Idioms or 成语 (chéng yǔ) are very prevalent in Chinese writing and even in common day sayings. Much like idiomatic expressions used in English, the Chinese equivalents are an amalgam of history, cultural influences and scholarly debate, imparted upon Mandarin and Cantonese over thousands of years. Further, because Chinese and English are the two largest vocabulary-based languages in the world, the range of idiomatic phrases and proverbs is especially vast and deep or 深刻 (shēn kè).
In ancient China, a scholar’s merits were not simply based upon what the meaning of his prose, but also based upon how he would convey it. Poetry and pictographic expressions which highlighted an artistic nature of the literature was also required for a scholar to gain recognition. As a result, these four character idiomatic expressions (which appeared balanced in written symmetry) entered vernacular language 白话，and has been spoken since (due to yet again the balance of syllables arising from a four character phrase).
Most newcomers or intermediate learners of Chinese often have trouble remembering and learning Chinese idioms because of the inherent structure of Chinese idioms. While you may understand characters or words that make up an idiom, non-natives often have trouble making sense of these truncated expressions.

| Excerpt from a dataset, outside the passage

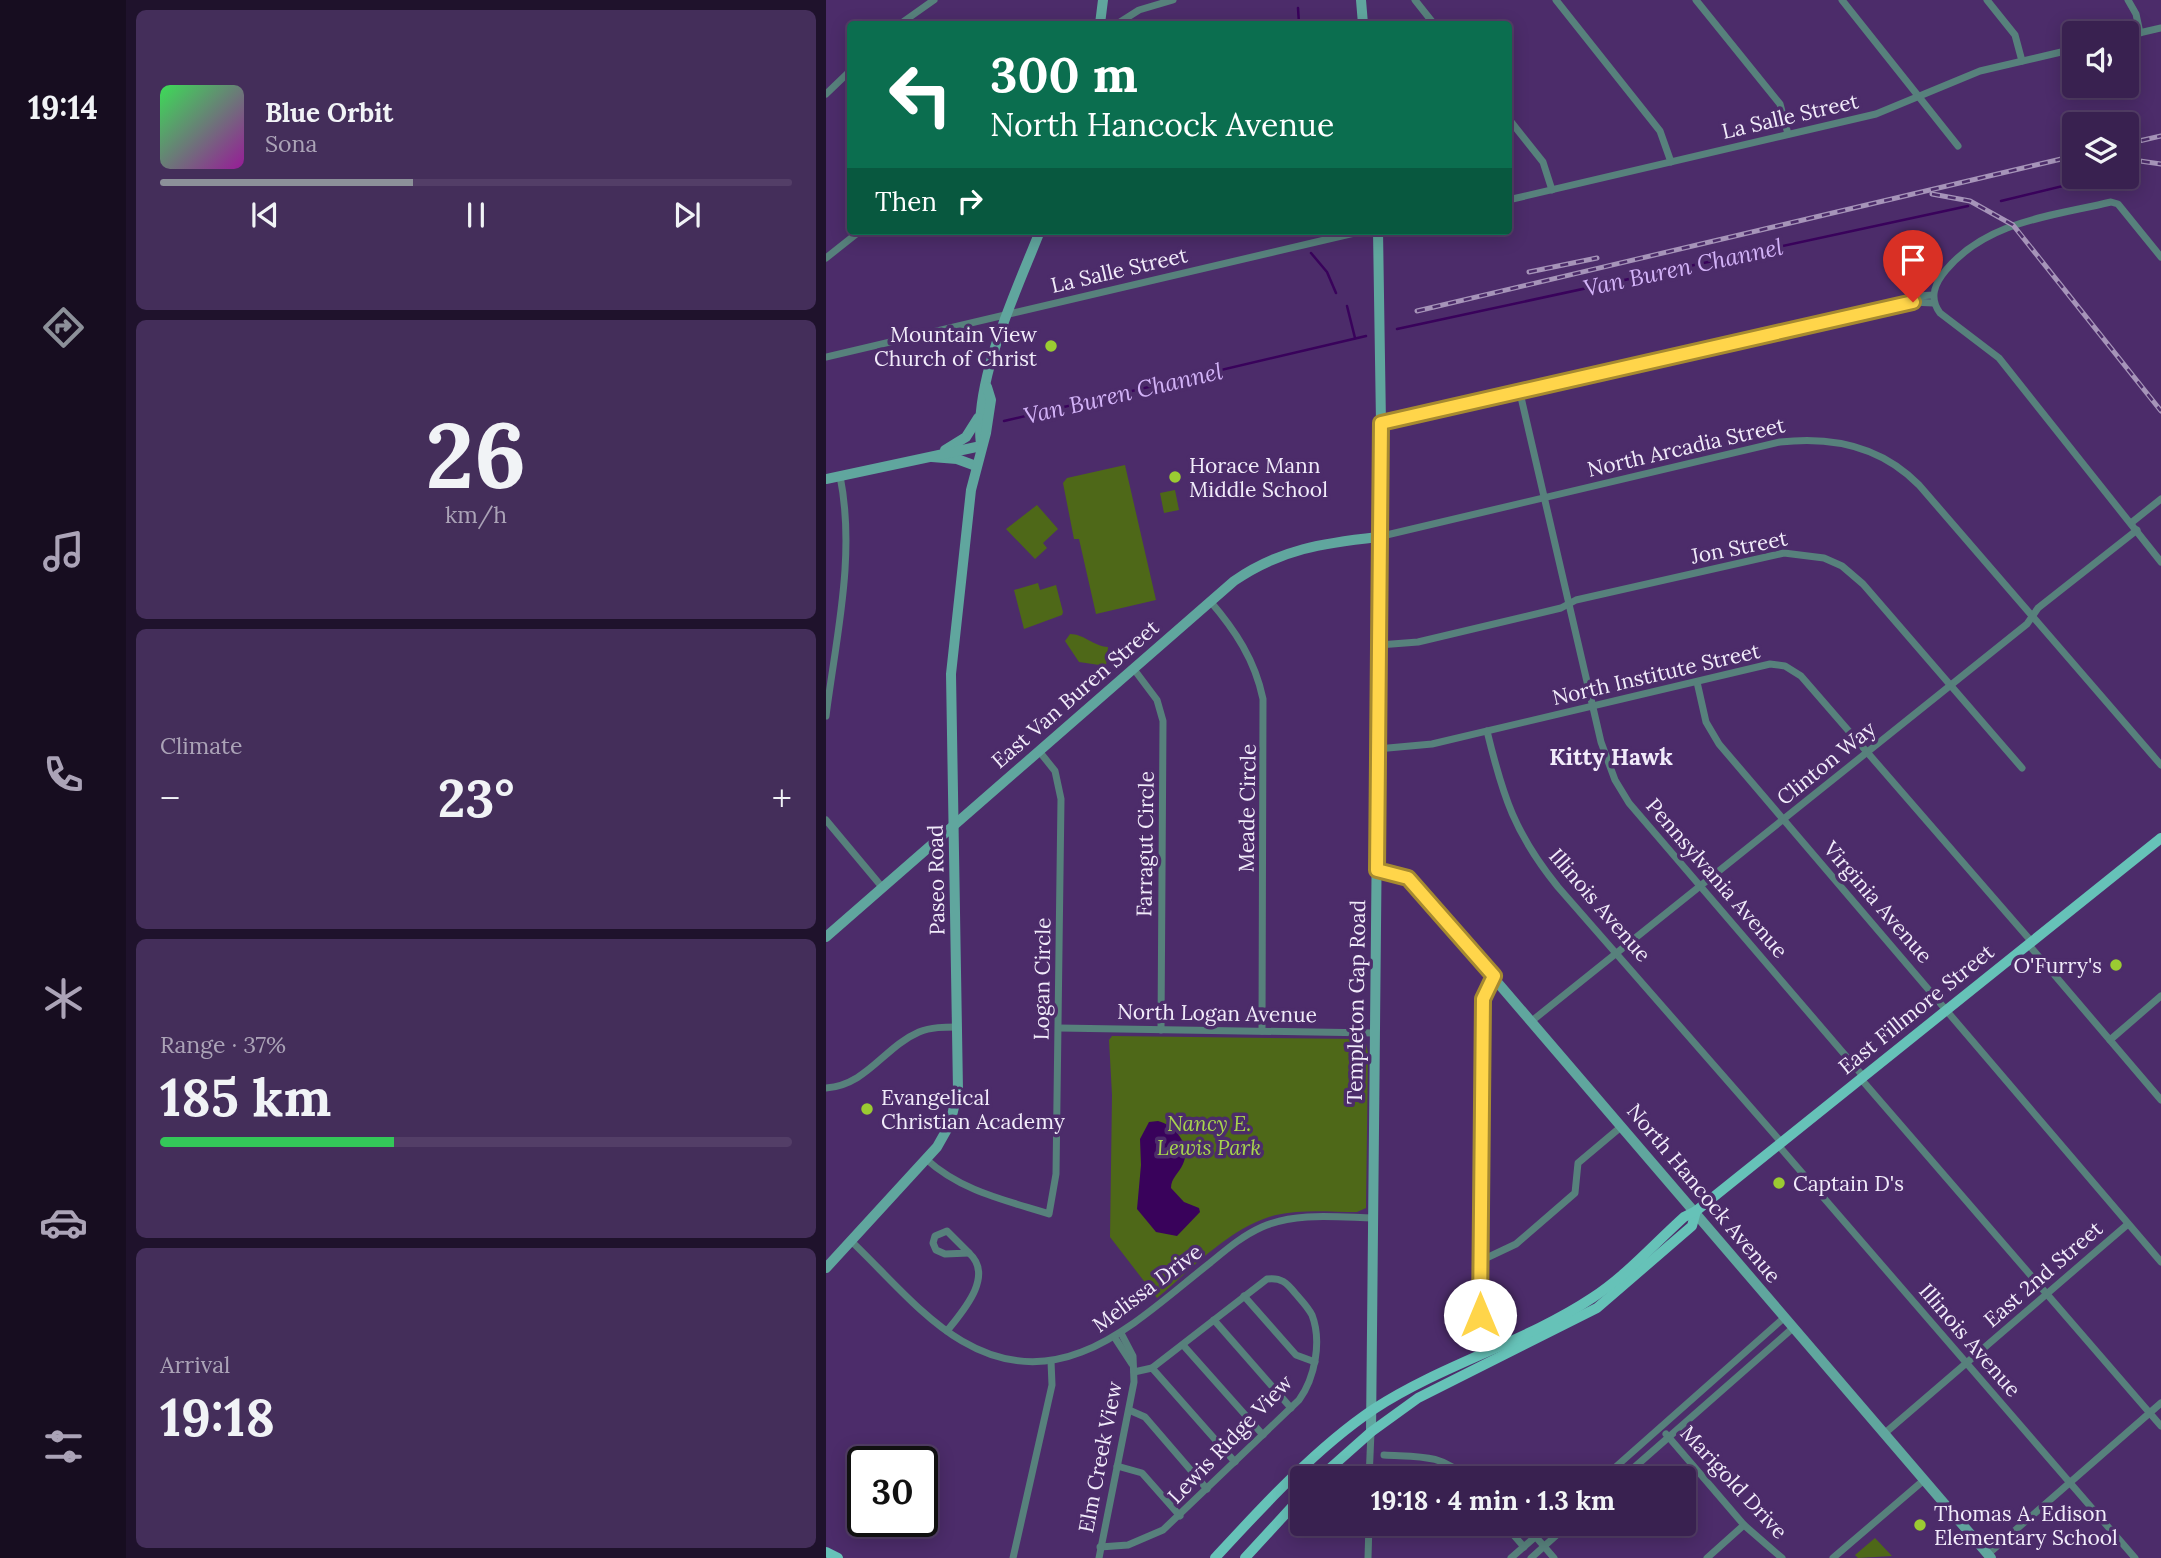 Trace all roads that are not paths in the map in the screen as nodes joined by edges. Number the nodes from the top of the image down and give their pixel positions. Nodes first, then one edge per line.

The difficulty in learning and memorizing these phrases arises from the disconnect between idiomatic expressions and basic Chinese language structures. Often times, four character idioms are a collection of partial verb-object phrases that have been whittled down to one basic character and combined with three other characters following suit. Not following? Let me explain it this way:
Take the idiom “practice makes perfect” or 熟能生巧 shúnéngshēngqiǎo. 熟能 is not a normal verb-object word in Chinese, but both 熟 and 能 are partial verb-object phrases from larger words 熟悉 (to be familiar with) and 能力 (ability to do). However, taking their broader meaning together (to be familiarly able at something) the phrase starts to make sense. Further, the two character phrase 生巧 is not a Chinese word following the verb-object pattern. Yet separately, 生 means to create or give birth and 巧 means highly skilled or proficient. Now put all four together and “familiarity through doing creates high proficiency” or “practice makes perfect”.
Here’s another one with a similar meaning, 勤学苦练 (qínxuékǔliàn):
The trick is to learn your 汉字 and become familiar with basic component of words to expand your vocabulary. Once you’ve entered about 250-500 independent characters into your repertoire, you’ll be able to break down and figure out these 成语 phrases without having to turn to a dictionary or ask a 朋友.
Remember, 熟能生巧! So keep at it. I’ve provided some four character 成语 idioms to the byki list below. See how well you do at deciphering some common phrases in this post‘s Vocaulary Byki list. Click here to download free Byki learning software.
一举两得 (yìjǔliǎngdé)–”kill two birds with one stone”
宽容待人 (kuānróng dàirén)–”live and let live”
塞翁失马 (sàiwēngshīmǎ)– literally the old frontiersman losing his horse or “a blessing in disguise”
勤学苦练 (qínxuékǔliàn) — study diligently and train hard
吹毛求疵 (chuīmáoqiúcī) –”find fault in something”
熟能生巧 (shúnéngshēngqiǎo) –”practice makes perfect”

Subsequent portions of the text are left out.